=== Raw data ===

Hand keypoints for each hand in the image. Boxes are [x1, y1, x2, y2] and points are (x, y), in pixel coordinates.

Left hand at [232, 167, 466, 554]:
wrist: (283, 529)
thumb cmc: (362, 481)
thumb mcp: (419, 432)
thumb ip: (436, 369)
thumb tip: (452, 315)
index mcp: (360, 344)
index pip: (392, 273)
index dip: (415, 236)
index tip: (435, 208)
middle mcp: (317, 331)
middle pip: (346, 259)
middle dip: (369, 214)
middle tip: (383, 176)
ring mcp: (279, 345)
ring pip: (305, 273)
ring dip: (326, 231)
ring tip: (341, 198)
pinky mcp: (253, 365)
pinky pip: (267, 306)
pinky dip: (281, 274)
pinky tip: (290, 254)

===
=== Raw data ===

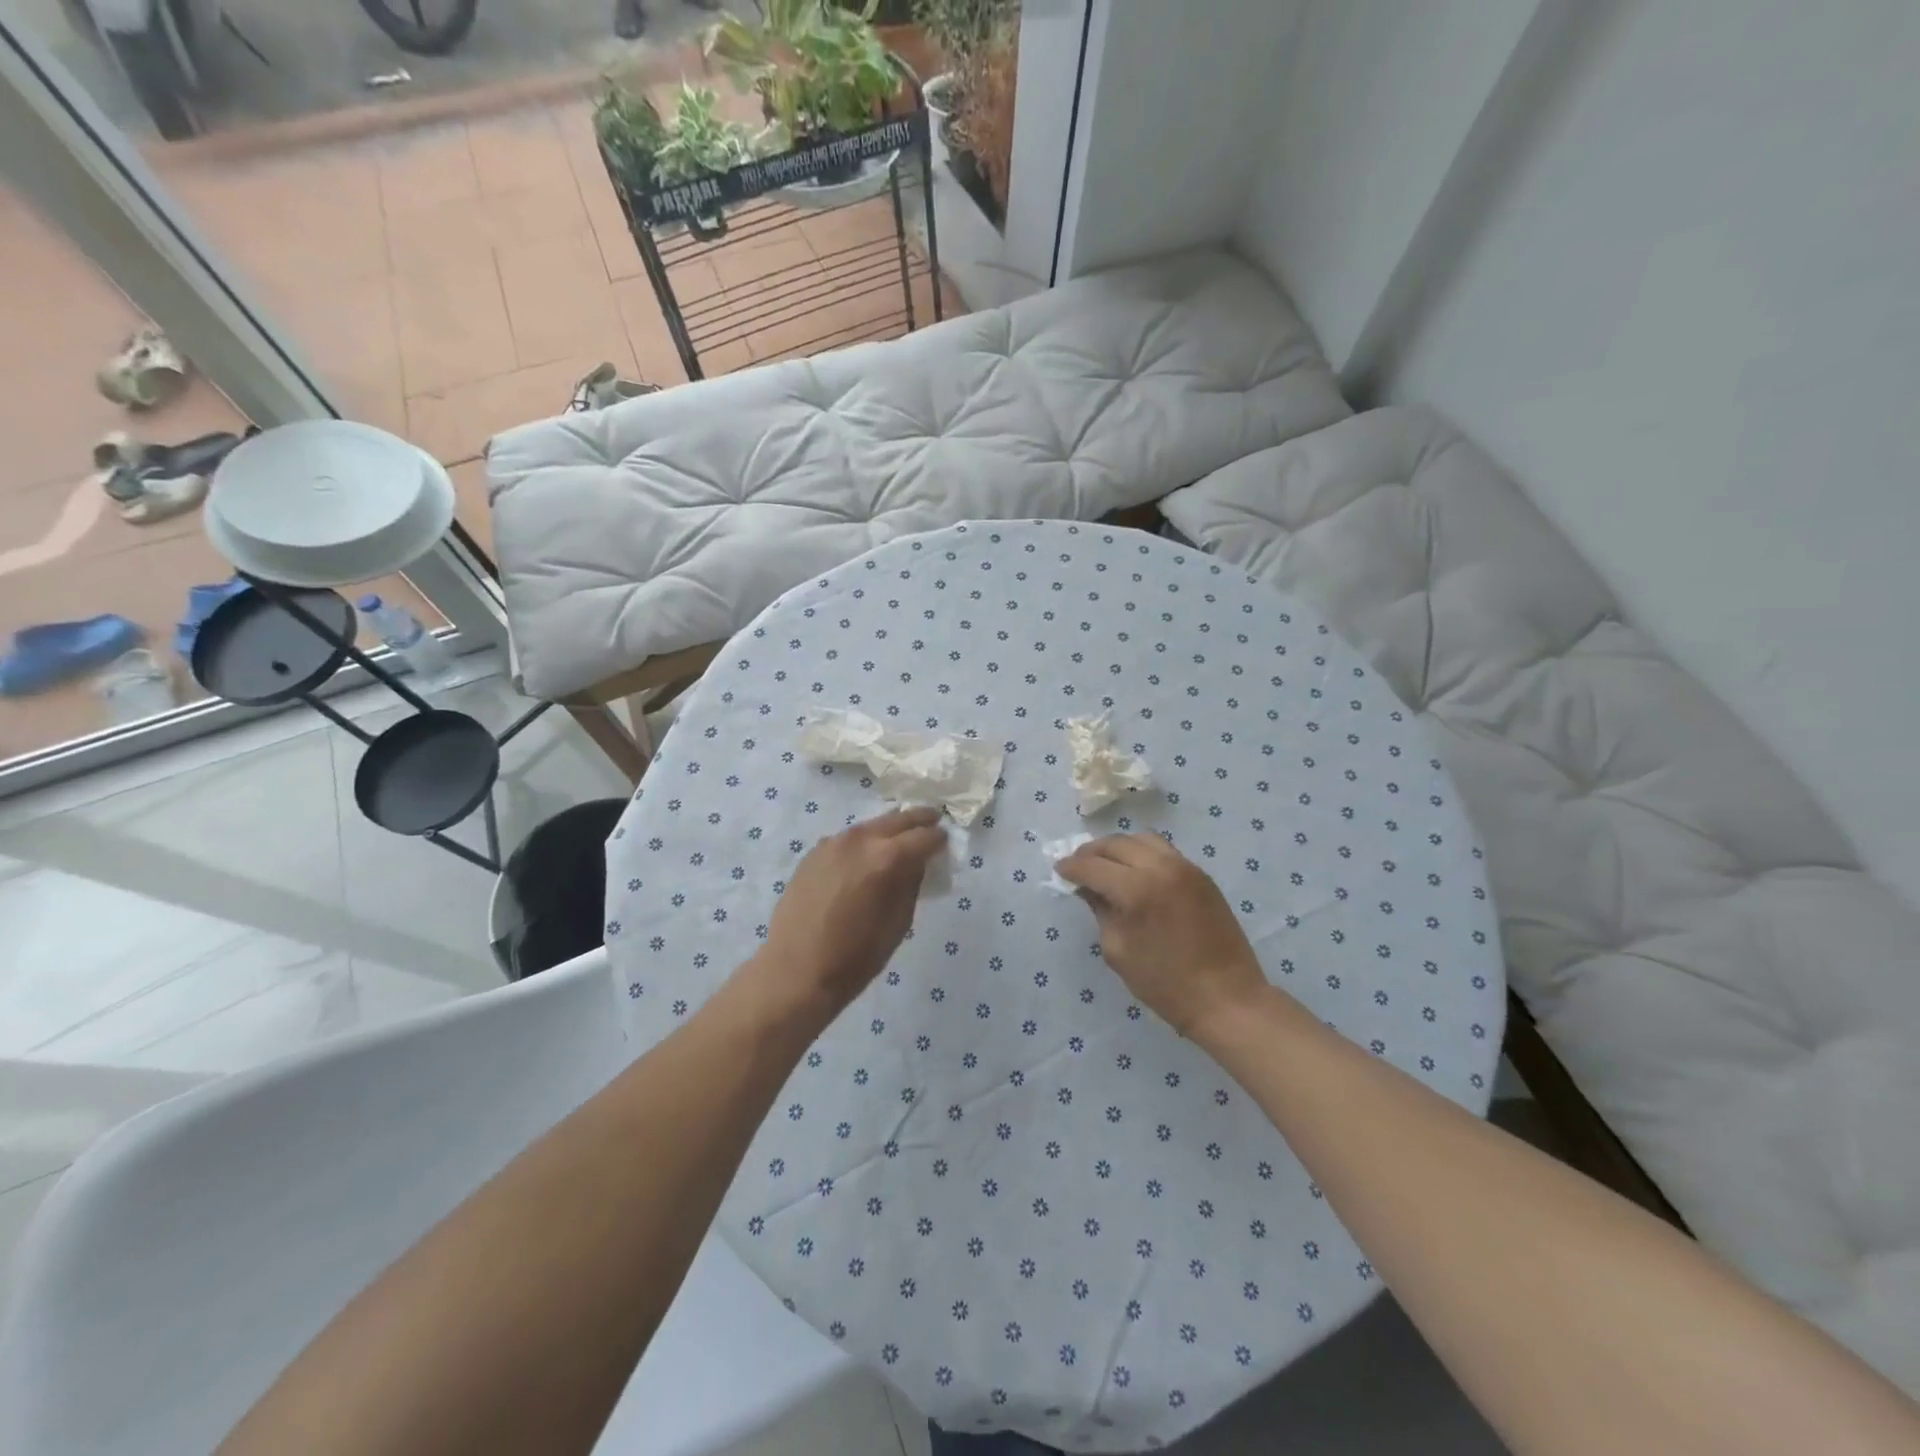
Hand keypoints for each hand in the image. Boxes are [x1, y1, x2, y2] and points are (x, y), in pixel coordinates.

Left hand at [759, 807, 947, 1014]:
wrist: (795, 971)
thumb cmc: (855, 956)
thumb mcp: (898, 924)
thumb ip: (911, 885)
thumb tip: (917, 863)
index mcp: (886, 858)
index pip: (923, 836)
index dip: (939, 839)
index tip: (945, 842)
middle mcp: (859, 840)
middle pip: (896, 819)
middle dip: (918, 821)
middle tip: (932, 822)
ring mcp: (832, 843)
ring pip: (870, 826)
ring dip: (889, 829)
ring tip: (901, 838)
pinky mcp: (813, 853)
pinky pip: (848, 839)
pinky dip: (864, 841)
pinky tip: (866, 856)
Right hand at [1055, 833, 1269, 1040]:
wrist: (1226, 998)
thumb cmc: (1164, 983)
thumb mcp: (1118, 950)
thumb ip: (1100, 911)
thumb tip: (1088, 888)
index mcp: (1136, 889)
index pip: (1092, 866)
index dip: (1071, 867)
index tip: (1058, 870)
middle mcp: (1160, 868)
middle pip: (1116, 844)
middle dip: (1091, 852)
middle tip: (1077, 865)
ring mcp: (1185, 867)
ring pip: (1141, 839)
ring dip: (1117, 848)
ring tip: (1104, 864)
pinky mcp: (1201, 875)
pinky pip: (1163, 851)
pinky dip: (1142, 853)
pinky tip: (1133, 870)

===

_Problem description_
All lines above from the one containing "ring pip: (870, 826)" to the one containing "pinky tip: (1133, 870)" must be repeated exactly, both lines included, and no others.

_Answer section_
ring pip: (870, 826)
ring dip: (889, 829)
ring tip: (901, 838)
pinky mcp: (813, 853)
pinky pip: (848, 839)
pinky dip: (864, 841)
pinky tip: (866, 856)
Right hand at [1055, 833, 1269, 1040]:
wrist: (1226, 998)
thumb cmc: (1164, 983)
thumb mcp: (1118, 950)
thumb ip: (1100, 911)
thumb tip: (1088, 888)
index mcp: (1136, 889)
index pip: (1092, 866)
index dip: (1071, 867)
index tip: (1058, 870)
middle mcp: (1160, 868)
middle pip: (1116, 844)
middle dip: (1091, 852)
middle tip: (1077, 865)
ring mcp: (1185, 867)
ring pip: (1141, 839)
ring dip: (1117, 848)
ring tip: (1104, 864)
pinky mcp: (1201, 875)
pinky pip: (1163, 851)
pinky dip: (1142, 853)
pinky tip: (1133, 870)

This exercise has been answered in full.